BEGIN
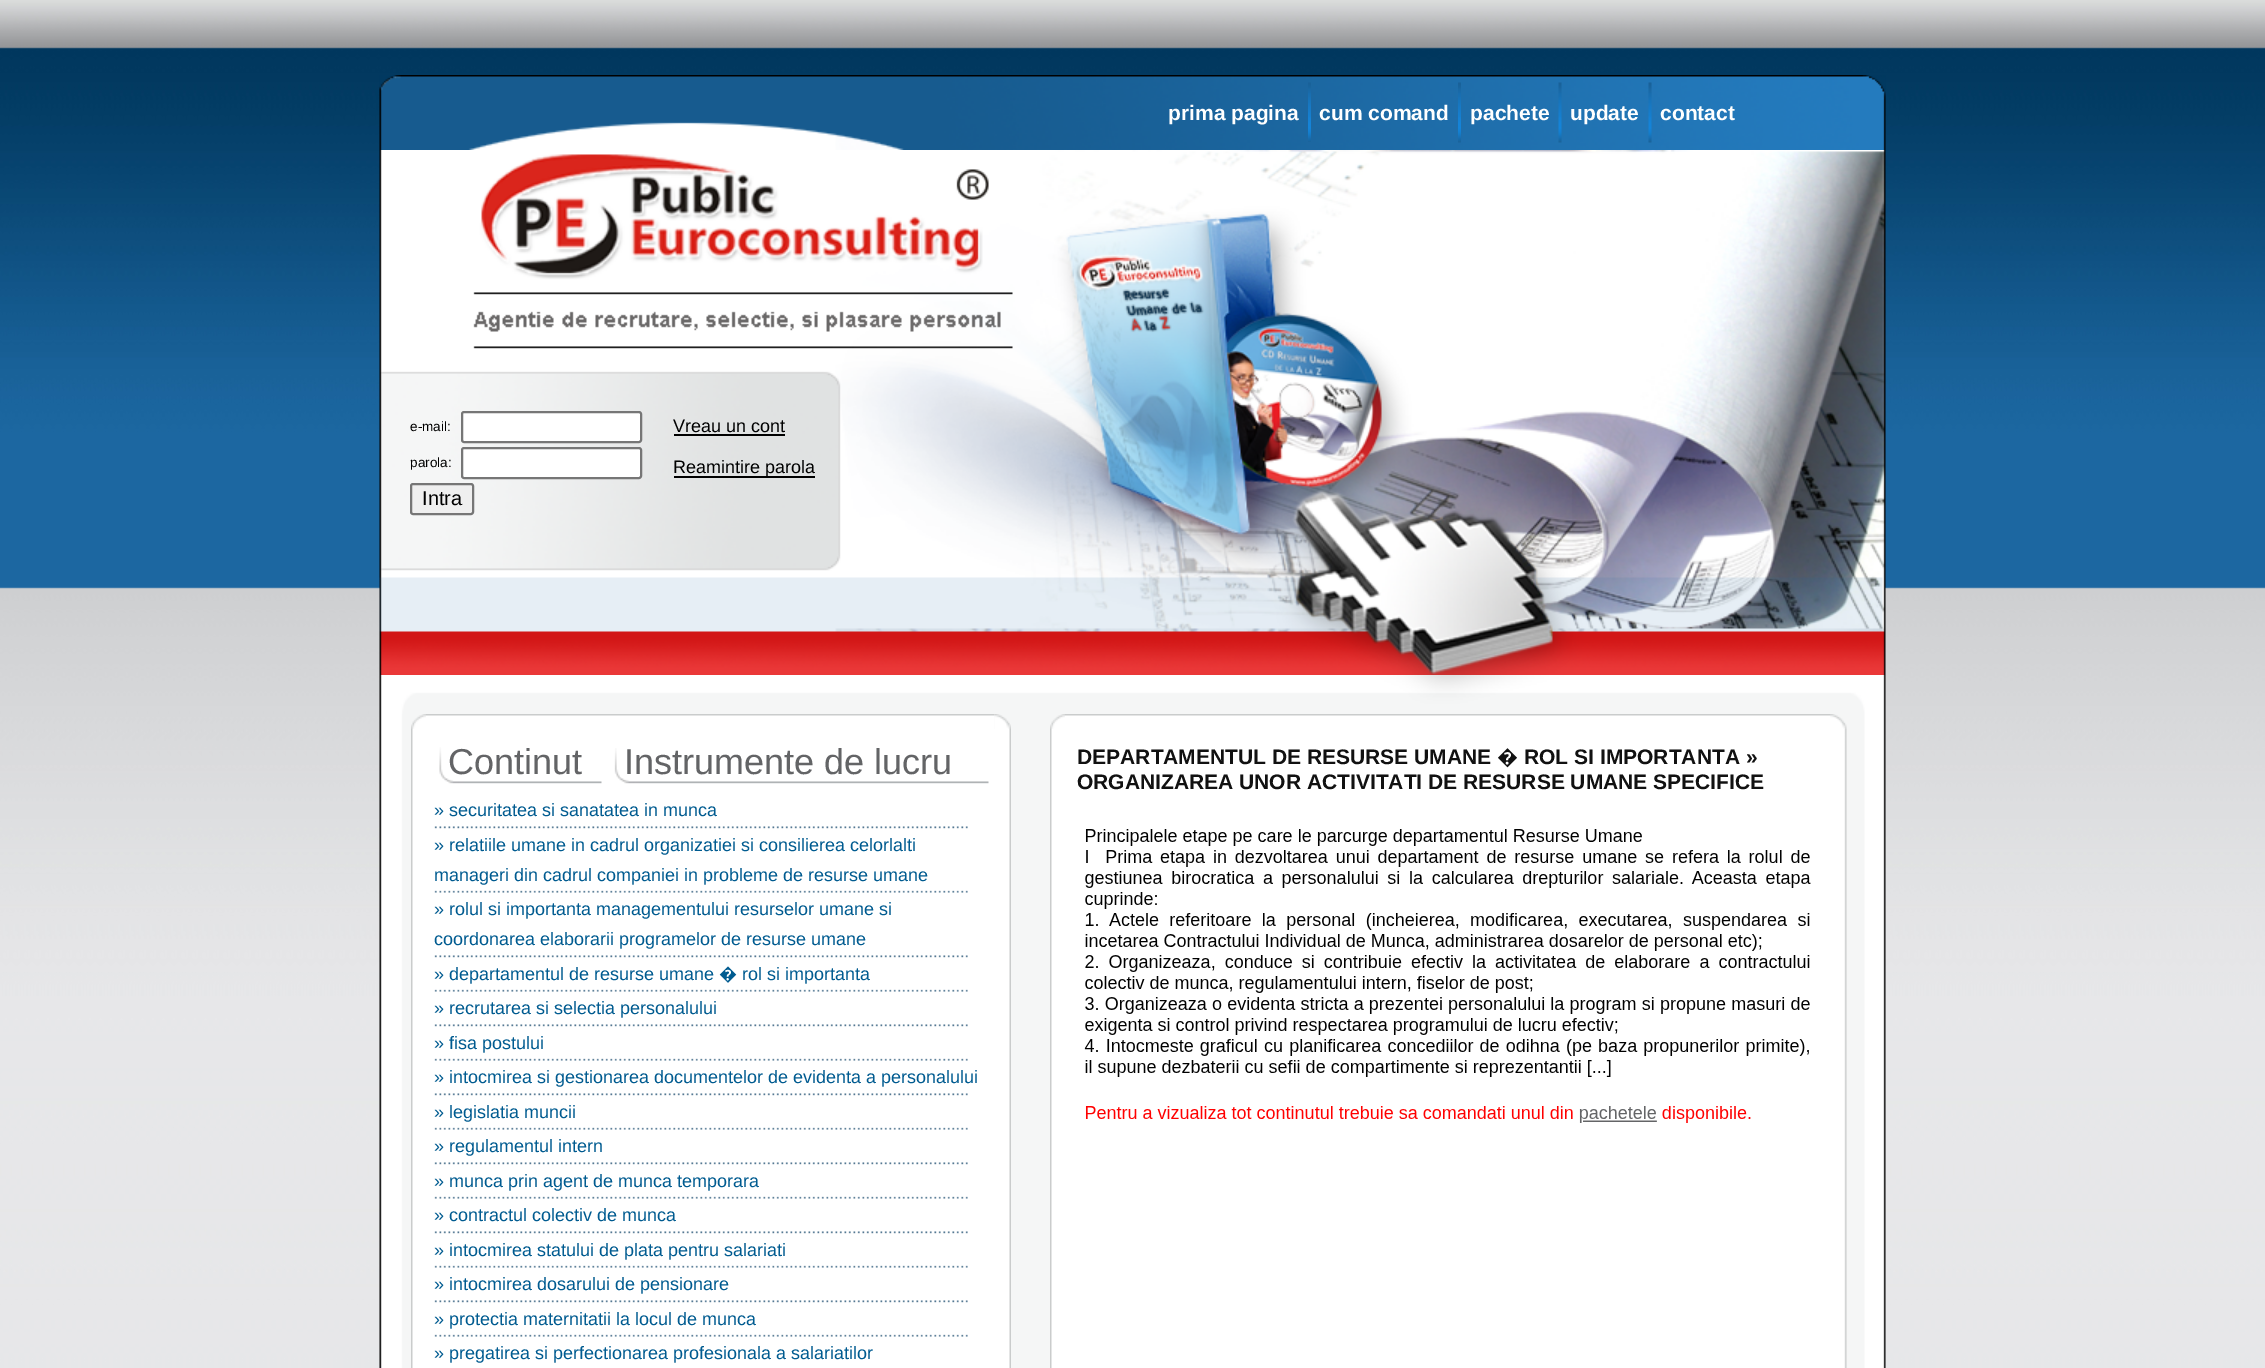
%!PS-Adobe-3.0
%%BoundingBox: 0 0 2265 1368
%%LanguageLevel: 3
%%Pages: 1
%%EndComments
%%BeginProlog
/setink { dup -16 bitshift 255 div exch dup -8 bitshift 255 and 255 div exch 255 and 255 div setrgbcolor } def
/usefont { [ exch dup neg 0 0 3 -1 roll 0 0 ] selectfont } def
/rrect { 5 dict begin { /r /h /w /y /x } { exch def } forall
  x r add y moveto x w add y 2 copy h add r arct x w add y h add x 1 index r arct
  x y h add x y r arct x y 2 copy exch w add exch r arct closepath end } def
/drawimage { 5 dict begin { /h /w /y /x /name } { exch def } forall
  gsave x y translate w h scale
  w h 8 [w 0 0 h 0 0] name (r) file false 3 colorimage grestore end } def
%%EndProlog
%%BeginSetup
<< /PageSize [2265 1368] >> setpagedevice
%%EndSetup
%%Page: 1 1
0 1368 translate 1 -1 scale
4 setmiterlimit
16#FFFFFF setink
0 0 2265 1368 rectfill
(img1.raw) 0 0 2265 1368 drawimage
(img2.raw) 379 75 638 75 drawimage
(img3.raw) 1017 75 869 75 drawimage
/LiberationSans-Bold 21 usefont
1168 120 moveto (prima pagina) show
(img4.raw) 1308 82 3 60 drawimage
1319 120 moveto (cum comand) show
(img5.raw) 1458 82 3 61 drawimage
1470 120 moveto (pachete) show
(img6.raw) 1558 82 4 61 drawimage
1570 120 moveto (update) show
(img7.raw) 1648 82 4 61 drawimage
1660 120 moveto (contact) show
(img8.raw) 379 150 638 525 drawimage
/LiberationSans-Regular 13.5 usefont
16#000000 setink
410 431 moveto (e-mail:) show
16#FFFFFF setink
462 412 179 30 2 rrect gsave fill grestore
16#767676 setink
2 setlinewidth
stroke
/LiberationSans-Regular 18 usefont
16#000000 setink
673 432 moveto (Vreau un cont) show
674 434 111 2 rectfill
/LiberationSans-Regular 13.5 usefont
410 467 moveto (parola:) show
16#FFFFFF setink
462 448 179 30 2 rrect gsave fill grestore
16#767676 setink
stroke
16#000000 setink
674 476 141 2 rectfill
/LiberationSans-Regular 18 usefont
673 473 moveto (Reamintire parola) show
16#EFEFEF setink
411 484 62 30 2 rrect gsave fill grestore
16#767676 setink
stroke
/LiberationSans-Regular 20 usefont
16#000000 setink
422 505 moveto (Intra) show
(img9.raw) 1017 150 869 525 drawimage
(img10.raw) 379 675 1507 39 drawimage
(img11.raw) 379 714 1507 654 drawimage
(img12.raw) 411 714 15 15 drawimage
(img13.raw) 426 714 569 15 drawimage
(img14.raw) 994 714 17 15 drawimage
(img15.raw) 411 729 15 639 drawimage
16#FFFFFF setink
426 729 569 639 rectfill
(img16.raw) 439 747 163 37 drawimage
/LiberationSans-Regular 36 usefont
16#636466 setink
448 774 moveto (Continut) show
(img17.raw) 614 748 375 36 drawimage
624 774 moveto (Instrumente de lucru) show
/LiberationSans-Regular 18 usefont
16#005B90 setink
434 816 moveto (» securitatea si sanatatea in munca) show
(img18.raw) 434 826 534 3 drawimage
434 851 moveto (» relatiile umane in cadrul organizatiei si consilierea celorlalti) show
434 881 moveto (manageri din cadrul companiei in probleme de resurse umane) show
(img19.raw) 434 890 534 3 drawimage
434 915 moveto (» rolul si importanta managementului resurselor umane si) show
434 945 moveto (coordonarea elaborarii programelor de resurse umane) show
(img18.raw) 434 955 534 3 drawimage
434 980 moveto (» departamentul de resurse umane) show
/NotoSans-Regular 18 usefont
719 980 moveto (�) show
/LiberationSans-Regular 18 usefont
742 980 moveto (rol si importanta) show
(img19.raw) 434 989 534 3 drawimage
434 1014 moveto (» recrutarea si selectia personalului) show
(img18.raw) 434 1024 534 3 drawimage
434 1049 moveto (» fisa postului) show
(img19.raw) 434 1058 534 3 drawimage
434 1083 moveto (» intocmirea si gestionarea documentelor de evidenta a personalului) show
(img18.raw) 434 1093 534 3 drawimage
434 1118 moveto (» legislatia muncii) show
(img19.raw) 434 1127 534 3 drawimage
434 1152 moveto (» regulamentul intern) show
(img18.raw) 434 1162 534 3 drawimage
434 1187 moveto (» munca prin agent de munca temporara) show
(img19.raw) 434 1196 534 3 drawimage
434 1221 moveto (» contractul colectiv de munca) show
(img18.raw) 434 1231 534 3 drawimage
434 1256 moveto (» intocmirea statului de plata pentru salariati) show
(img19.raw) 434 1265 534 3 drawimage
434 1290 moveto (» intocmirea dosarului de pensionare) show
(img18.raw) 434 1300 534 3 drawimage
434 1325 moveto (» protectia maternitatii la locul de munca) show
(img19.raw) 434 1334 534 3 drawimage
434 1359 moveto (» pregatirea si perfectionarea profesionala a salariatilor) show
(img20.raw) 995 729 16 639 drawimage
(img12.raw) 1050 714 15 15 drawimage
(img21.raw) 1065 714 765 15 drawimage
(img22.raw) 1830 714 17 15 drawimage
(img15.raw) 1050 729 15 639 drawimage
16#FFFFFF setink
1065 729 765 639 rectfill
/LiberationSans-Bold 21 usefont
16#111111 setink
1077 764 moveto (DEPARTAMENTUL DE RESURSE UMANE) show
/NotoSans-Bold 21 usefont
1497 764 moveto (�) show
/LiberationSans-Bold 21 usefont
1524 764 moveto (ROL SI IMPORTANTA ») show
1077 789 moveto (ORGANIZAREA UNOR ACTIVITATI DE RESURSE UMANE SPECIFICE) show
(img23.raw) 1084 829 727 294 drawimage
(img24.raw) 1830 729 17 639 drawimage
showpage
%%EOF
END
**How to complete this task:**
For the string "scale", return every line of the data where it appears.

**Result of the exercise:**
  gsave x y translate w h scale
0 1368 translate 1 -1 scale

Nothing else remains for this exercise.